Pulitzer prize winning author Jeffery Eugenides second 

novel Middlesex is one of my favorite books of all time. 

His first book the Virgin Suicides is also quite a masterpiece. However, this story explores a lesser known facet of human life. The story is told through the eyes of Calliope  Stephanides a girl who is dealing with issue of being inter-sex. It Chronicles her life, growing up in the sixties as a girl in Detroit. Until she discovers that she is more male than female. The book examines the history of the Stephanides family and their struggle to make it to America from Greece.
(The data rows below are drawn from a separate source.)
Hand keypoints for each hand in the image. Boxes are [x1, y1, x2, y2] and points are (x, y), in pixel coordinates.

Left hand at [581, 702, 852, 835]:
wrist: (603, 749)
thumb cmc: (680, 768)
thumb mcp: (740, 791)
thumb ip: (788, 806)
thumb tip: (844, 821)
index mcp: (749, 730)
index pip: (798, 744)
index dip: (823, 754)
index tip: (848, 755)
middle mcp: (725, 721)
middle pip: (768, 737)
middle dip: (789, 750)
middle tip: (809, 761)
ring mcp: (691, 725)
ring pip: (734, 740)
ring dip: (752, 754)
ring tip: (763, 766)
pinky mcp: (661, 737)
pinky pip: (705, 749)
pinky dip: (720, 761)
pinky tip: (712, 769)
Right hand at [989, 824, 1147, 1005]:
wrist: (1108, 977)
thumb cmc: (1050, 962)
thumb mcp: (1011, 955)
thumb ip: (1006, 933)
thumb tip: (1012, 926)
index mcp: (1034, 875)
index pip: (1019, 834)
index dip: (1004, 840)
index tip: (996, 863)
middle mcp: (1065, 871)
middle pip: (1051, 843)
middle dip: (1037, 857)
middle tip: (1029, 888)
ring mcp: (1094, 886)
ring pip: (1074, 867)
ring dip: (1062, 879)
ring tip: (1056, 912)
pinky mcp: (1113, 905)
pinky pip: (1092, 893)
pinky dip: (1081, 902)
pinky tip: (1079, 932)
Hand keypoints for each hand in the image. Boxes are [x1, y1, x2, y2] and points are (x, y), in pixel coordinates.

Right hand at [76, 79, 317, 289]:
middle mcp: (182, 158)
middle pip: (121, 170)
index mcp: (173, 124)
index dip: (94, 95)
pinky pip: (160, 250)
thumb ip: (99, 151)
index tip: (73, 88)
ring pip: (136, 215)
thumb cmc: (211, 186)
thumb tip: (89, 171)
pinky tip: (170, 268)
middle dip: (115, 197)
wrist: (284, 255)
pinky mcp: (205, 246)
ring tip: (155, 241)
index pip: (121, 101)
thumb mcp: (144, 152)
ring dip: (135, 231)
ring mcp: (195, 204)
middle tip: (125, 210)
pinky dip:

Family secrets are revealed and cultural taboos explored in an attempt to explain the unusual predicament the main character finds herself in. 

Eugenides uses instances from his own life to lend a hearty scoop of truth to his tale, though it is fiction. He developed the idea after reading Herculine Barbin: Being the Recently Discovered Memoirs of a Nineteenth-century French Hermaphrodite. Which is the tale of a french hermaphrodite who was born in the mid 1800's and forced to life her life as a male after illegally falling in love with a woman. Barbin later comitted suicide. Eugenides read the memoirs and was inspired to write Middlesex as a way to further explore the life of a middle-sexed person. The book not only focuses on gender reality, but also takes a inside look at American life during this time period. The novel also discusses the concepts of nature versus nurture, rebirth, and the adherence to gender roles. in addition the book discusses the pursuit of the American Dream. Though it is fiction, Eugenides writes in such a way that makes his main character Calliope seem very real. The insightful and descriptive nature of the book draws a reader in and lets them feel what it is to be middlesex. 

If you're looking for a lovely and touching piece of work, that will give you insight into the emotions of a person experiencing gender limbo than the book Middlesex is a great read and I recommend it.  It was a pleasure to read and I am sure you will find it so as well. Obviously the givers of Pulitzer's thought so  too.